- EXERCISE PROMPT -
Copy out all lines in the material below that contain the string "Farias".

- SOURCE RECORDS -

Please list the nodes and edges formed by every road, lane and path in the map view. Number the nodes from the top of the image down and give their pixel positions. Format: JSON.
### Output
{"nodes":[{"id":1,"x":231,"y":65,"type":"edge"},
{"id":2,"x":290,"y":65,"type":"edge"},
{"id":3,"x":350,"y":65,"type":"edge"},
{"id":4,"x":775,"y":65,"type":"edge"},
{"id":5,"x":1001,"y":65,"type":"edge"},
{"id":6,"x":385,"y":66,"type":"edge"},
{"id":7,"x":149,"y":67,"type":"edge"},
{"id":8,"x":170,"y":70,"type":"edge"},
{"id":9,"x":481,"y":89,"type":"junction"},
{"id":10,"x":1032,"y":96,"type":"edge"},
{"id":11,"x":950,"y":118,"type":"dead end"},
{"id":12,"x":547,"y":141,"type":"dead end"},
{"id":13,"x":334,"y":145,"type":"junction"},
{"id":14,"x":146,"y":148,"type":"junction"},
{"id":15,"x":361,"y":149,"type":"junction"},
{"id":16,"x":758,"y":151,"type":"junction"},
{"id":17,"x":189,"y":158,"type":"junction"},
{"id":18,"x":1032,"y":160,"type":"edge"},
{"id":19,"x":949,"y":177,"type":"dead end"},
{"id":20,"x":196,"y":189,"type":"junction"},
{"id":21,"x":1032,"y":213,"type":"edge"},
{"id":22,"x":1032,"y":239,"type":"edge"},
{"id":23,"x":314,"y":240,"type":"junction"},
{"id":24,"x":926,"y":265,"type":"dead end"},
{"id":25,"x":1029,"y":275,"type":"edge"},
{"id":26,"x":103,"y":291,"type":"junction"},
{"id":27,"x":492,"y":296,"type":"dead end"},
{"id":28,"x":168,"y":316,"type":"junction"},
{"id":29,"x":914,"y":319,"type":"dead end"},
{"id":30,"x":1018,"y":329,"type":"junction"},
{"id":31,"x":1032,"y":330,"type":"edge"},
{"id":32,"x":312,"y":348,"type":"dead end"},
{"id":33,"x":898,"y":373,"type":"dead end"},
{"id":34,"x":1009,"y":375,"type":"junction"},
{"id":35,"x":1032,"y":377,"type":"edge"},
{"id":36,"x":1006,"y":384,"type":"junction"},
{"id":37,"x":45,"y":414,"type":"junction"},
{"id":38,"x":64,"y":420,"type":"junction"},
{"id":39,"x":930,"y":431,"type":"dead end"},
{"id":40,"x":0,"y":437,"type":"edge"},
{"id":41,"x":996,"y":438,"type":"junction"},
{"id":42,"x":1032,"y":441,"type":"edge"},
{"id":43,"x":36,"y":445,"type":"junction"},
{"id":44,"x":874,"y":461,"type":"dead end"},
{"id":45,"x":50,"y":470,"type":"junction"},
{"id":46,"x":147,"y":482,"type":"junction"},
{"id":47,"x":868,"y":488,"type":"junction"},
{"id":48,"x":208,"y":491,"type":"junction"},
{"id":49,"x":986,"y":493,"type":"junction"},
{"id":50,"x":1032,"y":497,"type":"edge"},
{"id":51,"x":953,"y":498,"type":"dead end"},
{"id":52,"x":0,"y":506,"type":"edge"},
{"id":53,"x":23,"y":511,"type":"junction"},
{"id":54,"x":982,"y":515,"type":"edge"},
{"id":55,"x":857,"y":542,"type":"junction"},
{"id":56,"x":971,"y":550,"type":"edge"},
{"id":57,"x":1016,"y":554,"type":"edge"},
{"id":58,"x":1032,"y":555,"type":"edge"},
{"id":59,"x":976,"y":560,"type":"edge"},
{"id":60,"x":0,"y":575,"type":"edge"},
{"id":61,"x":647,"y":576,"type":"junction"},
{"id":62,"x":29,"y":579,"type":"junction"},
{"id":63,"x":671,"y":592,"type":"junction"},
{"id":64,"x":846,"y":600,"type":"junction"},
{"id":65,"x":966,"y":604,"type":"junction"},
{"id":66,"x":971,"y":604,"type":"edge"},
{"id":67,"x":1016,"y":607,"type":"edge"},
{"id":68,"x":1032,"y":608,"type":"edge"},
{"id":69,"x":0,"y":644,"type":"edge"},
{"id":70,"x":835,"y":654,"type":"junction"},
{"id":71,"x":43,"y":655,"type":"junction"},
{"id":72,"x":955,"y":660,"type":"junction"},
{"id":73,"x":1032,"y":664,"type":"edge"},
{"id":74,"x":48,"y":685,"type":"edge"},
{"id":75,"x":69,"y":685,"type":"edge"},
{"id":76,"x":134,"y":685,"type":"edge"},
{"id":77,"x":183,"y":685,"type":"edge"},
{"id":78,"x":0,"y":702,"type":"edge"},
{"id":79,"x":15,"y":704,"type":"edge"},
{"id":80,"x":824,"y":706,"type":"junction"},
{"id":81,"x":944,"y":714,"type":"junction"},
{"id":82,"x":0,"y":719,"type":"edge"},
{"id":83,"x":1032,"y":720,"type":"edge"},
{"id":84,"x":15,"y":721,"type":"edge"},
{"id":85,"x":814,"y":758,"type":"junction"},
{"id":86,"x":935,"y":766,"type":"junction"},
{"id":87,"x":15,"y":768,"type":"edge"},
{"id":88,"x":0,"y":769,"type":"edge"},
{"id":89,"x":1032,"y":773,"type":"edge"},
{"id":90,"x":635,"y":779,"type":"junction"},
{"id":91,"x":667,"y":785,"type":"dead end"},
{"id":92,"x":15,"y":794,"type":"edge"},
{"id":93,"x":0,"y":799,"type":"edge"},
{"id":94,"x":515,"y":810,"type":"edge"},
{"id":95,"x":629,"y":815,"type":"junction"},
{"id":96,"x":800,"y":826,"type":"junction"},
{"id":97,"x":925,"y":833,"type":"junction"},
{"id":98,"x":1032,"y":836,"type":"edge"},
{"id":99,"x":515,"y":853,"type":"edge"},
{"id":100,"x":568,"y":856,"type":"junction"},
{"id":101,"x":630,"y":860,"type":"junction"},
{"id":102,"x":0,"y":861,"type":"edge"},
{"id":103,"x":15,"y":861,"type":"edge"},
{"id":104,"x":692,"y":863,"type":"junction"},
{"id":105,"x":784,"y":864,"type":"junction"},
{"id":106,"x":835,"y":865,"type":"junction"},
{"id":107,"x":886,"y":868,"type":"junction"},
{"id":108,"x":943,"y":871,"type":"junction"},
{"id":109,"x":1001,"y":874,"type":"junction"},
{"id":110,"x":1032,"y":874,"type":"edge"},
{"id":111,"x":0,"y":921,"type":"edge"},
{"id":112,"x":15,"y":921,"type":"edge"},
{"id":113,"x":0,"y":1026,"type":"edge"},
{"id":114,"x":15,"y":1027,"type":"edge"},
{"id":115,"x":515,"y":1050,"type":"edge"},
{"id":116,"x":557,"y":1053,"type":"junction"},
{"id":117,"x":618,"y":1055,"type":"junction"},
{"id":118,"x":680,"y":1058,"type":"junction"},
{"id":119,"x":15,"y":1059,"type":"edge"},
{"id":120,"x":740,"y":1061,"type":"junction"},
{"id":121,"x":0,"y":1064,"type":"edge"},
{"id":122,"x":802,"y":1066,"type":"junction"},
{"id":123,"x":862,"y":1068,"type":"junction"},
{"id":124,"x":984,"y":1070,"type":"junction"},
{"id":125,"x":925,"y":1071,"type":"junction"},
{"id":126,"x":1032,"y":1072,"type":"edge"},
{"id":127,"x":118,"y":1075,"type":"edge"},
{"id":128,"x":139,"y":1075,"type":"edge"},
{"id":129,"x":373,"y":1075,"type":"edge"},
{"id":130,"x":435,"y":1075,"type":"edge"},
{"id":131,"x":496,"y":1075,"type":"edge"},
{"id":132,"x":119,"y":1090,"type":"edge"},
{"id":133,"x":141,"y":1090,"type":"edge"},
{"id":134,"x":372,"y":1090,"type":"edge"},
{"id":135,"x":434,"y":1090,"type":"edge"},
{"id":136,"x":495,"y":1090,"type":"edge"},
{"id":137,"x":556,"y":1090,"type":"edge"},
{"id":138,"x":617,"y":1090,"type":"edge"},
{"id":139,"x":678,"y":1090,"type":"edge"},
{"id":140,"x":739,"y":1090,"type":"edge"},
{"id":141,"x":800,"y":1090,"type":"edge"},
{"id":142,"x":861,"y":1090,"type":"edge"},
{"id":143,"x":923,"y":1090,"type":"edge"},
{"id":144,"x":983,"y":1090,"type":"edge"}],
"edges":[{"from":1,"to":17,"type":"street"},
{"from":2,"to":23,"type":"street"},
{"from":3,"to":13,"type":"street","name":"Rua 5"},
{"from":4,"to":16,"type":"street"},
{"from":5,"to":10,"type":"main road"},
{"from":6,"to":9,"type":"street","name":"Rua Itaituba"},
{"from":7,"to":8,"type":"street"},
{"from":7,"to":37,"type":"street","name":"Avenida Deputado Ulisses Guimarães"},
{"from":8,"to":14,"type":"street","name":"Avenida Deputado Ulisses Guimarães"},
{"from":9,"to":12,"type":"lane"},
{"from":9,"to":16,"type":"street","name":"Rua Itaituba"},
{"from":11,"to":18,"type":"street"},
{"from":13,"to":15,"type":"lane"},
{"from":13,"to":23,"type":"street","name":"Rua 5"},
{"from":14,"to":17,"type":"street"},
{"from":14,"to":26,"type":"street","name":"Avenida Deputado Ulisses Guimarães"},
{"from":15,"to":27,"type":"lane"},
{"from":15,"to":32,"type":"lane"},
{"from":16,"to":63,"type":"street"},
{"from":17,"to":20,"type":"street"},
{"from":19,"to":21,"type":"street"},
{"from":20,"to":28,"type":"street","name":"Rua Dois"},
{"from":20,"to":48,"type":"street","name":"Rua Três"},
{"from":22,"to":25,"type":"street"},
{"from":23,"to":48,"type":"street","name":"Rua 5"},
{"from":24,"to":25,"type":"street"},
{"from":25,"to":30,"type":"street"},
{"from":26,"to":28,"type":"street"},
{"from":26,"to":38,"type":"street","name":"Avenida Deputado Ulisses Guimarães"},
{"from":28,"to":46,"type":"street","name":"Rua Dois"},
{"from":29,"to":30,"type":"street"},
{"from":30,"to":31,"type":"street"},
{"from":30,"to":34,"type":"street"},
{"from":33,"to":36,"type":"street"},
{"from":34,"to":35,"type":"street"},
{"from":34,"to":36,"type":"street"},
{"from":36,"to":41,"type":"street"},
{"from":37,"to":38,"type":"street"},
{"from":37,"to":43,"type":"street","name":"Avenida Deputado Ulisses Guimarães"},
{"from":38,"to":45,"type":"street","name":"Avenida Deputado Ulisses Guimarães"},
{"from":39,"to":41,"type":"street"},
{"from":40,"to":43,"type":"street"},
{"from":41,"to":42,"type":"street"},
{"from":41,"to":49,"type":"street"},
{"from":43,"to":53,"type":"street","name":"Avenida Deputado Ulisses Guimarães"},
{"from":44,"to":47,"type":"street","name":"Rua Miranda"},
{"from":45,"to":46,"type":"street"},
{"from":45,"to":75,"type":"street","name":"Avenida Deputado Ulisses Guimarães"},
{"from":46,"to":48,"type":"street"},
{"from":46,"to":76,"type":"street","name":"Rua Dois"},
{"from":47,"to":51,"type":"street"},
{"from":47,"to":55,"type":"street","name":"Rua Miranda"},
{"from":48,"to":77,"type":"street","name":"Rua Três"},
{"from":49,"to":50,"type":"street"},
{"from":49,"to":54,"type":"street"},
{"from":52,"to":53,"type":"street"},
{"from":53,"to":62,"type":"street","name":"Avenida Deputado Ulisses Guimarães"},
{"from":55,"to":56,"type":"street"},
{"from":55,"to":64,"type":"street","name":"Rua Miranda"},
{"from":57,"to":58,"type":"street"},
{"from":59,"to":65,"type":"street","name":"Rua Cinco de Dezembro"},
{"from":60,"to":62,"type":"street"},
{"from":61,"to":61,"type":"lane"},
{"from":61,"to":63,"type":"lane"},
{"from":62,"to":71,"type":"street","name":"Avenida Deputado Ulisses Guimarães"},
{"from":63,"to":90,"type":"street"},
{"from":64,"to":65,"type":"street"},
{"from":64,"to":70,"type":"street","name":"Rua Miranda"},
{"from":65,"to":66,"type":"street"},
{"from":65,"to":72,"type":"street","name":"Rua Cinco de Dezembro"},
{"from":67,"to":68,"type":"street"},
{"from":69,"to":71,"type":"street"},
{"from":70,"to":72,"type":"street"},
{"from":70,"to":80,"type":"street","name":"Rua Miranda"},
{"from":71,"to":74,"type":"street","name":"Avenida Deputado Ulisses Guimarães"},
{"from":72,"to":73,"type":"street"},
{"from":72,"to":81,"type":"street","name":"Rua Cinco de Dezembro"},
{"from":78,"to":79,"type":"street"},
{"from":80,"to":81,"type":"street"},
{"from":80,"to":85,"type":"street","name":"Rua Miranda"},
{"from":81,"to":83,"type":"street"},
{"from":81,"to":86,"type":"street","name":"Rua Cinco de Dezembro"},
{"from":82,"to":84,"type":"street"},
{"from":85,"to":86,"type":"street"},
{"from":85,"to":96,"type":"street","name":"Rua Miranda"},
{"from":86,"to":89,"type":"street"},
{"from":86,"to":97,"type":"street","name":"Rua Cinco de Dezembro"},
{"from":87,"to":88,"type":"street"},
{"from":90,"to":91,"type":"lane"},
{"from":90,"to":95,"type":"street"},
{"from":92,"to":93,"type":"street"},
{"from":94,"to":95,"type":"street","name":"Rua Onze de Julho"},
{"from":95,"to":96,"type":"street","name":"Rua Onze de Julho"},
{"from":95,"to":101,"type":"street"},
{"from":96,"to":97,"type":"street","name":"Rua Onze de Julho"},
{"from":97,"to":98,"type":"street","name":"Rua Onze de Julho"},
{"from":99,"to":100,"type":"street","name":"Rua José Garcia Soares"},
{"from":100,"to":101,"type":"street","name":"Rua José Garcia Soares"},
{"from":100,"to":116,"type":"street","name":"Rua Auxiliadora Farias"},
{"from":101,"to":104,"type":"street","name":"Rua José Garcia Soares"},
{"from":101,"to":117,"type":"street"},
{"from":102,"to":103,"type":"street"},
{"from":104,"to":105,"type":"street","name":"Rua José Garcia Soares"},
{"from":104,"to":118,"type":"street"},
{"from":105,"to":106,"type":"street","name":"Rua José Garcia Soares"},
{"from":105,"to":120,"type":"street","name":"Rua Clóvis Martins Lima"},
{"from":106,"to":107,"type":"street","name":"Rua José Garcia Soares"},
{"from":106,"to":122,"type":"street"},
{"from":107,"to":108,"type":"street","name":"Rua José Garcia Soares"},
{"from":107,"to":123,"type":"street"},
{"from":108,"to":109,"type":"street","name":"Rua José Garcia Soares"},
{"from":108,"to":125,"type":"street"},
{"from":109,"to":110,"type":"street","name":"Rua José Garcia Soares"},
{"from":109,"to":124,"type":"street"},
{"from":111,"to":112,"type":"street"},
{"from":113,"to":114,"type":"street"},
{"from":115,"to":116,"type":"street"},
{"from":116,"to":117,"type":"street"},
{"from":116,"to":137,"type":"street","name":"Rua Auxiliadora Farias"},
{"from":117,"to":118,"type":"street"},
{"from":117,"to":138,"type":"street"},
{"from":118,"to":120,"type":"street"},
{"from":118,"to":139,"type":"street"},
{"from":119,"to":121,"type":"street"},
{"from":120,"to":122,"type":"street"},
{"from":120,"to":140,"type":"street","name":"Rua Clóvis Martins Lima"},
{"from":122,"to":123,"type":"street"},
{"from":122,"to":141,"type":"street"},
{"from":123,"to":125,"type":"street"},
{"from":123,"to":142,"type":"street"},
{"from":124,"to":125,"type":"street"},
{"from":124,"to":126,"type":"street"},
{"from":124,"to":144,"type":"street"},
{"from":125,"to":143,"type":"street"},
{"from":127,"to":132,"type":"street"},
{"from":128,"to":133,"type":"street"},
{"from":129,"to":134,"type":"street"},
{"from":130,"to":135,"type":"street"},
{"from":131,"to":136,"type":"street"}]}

- TASK RESPONSE -
{"from":100,"to":116,"type":"street","name":"Rua Auxiliadora Farias"},
{"from":116,"to":137,"type":"street","name":"Rua Auxiliadora Farias"},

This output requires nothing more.